Originally posted by: beagleboy
In one hand I hold a sand timer, aged, in the other I hold strings that tie me to my puppets. It is said that even the mighty can't fight me- I'm Destiny. A master puppeteer. And I control time as it ticks past days, months, years. I choreograph the dance performed by my puppets, through flat lands and stormy seas; under clear skies or thunderstorms. Here, to my right is my dear friend Love. To my left, the cackling triplets - ego, jealousy and suspicion - Never a friend but sometimes an ally.If you recognise her love for another, I take it upon me to direct your response. It takes my fancy to blow strong winds to the left. I decide to unleash the triplets, as I did earlier with the other man. For it is palliative for me to see you struggle against time. It is invigorating to see you fight a loosing battle. And as she did earlier, my friend Love begs at my door to let spring bloom in the winter garden. But as I play with my sand timer and watch the peccadillos of my puppets, as Master Puppeteer I decide if you should be blinded by love or consumed with jealousy, and I decide when I will open the door for my friend Love to spread her warm light.
Originally posted by: MrDarcyfan
Loved this Soup! Yes, whatever this is that Adi feels, it was not LOVE! Not the sort of love that really changes you and changes your life!

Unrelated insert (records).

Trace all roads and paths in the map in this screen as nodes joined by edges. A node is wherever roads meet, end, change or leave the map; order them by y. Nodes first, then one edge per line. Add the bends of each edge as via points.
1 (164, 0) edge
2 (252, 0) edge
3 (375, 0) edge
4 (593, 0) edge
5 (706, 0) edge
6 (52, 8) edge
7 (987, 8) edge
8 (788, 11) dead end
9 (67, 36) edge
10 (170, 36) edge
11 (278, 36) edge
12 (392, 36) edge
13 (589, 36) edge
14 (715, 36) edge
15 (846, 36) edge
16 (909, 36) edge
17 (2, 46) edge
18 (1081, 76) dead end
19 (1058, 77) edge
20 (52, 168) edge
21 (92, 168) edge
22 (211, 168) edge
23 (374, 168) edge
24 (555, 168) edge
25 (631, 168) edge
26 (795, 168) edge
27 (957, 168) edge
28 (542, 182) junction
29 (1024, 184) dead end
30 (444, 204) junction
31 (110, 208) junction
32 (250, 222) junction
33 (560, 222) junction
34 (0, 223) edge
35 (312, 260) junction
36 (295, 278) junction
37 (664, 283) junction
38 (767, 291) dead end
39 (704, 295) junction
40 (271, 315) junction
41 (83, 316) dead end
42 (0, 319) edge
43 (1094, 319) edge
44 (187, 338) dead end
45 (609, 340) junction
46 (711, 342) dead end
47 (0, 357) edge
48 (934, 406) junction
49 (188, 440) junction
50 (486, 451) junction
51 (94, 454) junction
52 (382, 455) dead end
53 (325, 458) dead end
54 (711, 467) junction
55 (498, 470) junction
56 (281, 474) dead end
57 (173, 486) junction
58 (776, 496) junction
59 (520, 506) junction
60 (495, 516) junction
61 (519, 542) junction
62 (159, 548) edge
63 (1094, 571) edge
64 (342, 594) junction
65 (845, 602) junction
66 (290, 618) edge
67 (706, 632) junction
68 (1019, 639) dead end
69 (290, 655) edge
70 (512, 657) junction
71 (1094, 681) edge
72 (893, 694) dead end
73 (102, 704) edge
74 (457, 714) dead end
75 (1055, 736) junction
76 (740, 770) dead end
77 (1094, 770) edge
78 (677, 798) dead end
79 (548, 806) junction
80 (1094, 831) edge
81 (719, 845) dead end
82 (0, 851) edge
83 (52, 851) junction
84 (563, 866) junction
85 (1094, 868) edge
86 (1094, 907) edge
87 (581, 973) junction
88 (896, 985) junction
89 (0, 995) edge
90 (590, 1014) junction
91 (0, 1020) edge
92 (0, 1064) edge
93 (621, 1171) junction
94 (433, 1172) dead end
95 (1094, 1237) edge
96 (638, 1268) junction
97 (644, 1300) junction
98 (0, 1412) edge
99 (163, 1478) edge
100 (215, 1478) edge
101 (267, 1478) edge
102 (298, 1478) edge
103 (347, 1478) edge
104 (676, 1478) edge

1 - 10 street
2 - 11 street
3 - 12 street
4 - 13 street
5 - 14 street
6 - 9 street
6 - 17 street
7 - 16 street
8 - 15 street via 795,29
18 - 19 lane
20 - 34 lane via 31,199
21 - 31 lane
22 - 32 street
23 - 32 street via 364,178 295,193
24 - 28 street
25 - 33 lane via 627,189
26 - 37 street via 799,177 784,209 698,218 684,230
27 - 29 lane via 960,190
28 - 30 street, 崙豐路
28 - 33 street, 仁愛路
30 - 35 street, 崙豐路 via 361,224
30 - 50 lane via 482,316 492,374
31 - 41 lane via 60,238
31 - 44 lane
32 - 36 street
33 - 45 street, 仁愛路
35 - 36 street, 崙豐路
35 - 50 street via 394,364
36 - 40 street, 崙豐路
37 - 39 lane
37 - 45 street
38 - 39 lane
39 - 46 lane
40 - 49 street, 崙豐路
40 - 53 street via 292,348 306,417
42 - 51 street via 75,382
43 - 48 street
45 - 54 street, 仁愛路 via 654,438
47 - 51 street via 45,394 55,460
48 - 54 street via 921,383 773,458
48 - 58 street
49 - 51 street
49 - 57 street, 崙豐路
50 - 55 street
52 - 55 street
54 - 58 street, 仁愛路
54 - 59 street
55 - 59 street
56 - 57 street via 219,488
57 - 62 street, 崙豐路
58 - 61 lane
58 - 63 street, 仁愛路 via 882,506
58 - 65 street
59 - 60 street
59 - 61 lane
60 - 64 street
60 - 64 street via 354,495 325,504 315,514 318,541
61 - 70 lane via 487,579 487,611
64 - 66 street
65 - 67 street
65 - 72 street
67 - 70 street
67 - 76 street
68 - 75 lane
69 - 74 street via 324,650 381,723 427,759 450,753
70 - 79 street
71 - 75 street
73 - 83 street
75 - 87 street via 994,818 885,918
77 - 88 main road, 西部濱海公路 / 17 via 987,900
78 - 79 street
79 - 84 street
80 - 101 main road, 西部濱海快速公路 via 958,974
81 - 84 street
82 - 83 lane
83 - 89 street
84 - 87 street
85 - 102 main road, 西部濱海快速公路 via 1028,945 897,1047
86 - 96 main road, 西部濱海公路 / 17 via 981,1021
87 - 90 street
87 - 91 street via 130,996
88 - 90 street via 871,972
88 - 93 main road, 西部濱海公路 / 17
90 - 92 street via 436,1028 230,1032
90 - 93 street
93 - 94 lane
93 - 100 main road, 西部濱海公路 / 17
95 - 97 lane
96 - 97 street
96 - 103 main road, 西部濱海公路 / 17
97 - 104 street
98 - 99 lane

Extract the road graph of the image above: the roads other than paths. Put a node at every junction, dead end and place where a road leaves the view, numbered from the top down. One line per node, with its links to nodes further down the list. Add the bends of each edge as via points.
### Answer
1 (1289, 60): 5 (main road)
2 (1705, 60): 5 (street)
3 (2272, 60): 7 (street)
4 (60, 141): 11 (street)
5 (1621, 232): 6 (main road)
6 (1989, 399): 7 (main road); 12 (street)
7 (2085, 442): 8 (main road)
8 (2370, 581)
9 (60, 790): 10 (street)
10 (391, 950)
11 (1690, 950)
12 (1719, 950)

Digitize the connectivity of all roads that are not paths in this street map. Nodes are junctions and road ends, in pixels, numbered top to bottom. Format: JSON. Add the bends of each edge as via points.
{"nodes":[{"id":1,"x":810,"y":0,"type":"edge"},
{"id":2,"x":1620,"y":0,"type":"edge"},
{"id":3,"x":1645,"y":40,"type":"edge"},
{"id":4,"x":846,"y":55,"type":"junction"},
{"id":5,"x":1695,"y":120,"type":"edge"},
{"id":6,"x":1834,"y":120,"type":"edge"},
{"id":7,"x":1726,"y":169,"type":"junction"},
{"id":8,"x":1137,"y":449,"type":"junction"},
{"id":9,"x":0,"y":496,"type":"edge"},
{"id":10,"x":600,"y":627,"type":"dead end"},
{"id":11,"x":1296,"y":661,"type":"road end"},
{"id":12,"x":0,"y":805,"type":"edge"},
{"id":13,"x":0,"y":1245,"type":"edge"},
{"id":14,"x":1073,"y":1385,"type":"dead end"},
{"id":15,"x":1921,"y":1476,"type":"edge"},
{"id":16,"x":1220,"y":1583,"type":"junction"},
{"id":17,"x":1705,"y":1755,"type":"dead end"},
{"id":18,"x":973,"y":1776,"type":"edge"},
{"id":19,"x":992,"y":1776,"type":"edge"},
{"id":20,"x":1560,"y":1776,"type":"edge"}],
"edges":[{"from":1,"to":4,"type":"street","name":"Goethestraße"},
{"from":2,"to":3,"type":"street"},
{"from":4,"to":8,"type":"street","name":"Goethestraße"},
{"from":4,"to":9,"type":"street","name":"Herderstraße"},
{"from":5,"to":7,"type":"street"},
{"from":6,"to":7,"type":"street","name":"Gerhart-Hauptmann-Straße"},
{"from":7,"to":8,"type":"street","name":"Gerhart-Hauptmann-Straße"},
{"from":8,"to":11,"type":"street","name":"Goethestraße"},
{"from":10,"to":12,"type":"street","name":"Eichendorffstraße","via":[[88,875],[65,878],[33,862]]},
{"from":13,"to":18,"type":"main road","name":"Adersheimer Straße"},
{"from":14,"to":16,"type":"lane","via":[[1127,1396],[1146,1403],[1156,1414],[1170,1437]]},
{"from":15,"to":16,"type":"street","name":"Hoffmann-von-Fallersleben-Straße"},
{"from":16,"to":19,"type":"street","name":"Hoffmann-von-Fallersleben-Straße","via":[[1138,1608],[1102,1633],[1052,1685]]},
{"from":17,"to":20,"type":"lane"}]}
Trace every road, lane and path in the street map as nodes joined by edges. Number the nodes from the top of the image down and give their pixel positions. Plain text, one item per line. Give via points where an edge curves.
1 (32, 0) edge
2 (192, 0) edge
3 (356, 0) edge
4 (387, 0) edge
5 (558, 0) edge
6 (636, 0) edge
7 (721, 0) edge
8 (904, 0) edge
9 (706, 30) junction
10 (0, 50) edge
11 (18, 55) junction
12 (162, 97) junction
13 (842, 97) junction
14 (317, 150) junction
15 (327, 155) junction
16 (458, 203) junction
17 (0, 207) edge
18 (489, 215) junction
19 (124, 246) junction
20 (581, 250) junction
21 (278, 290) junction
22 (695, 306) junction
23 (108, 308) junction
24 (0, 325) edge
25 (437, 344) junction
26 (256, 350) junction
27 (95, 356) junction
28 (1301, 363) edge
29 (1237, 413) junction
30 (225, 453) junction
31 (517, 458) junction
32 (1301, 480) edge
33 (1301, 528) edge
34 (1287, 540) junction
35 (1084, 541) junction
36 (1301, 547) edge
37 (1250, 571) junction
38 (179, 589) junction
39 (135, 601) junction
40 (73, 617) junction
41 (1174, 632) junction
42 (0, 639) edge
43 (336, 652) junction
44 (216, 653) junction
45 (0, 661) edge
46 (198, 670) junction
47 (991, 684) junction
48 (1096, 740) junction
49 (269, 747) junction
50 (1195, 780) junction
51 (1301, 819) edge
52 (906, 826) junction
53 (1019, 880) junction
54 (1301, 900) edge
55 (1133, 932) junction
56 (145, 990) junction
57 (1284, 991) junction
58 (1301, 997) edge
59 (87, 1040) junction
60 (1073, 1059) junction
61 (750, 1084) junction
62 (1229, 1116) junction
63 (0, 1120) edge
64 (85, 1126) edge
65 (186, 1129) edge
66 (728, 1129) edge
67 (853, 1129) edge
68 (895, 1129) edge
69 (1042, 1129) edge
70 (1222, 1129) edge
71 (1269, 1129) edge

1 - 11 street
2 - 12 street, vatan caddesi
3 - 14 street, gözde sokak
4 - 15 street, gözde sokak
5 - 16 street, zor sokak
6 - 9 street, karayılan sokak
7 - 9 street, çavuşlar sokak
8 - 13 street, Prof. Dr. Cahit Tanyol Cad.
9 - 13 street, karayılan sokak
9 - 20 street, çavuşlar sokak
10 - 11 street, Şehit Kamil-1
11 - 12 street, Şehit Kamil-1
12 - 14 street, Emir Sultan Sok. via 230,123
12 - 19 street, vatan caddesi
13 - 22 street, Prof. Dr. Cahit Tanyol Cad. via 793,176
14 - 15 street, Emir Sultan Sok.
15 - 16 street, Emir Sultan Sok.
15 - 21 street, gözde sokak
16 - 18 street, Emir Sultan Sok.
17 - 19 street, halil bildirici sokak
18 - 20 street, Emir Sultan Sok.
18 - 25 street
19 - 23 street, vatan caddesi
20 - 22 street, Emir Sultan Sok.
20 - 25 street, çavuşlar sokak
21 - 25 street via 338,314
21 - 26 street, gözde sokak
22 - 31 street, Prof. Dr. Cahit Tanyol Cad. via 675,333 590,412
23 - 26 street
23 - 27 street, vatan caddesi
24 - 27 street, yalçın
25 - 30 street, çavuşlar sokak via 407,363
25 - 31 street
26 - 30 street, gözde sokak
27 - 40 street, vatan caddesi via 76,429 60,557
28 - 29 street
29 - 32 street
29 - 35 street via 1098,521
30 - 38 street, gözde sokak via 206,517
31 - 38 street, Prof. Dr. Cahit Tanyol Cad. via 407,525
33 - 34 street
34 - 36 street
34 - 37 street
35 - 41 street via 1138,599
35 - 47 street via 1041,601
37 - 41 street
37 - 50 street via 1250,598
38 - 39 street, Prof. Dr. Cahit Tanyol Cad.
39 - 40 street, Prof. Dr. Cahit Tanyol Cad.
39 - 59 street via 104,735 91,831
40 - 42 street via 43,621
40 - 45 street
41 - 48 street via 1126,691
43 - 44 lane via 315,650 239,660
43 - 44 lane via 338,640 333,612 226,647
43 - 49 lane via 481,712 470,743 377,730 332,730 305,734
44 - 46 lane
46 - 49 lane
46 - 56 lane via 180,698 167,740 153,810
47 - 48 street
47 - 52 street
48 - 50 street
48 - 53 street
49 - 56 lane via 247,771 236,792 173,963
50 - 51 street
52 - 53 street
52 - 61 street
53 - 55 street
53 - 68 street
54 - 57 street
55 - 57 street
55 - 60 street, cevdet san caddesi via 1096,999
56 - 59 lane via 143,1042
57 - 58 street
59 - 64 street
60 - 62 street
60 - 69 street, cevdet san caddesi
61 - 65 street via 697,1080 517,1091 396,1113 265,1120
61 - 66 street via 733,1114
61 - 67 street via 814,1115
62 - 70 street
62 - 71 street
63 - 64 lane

There are SO many types of love. What he felt for Suman was like a crush! What Shravan feels for Suman can literally Crush him! It is an all-consuming "Passion!". The ONLY kind of love that is worth feeling, at least for that one person you just can't dismiss no matter what!"Mile, ya na mile...yeh ishq hamesha ek Junoon ban kar dil main rahega!"THAT is the kind of love that Shravan feels for Suman! The kind of love that Heathcliff felt for Cathy. What Darcy felt for Lizzy (in spite of himself and all his rationality). One love story ended in tragedy and the other in triumph. But in both love stories,the love was intense and all-consuming. Just the way love should be! (You know how much I love Junooniyat in love!).😉In front of how Shravan feels, Aditya's feelings almost appear a joke! Thanks for this!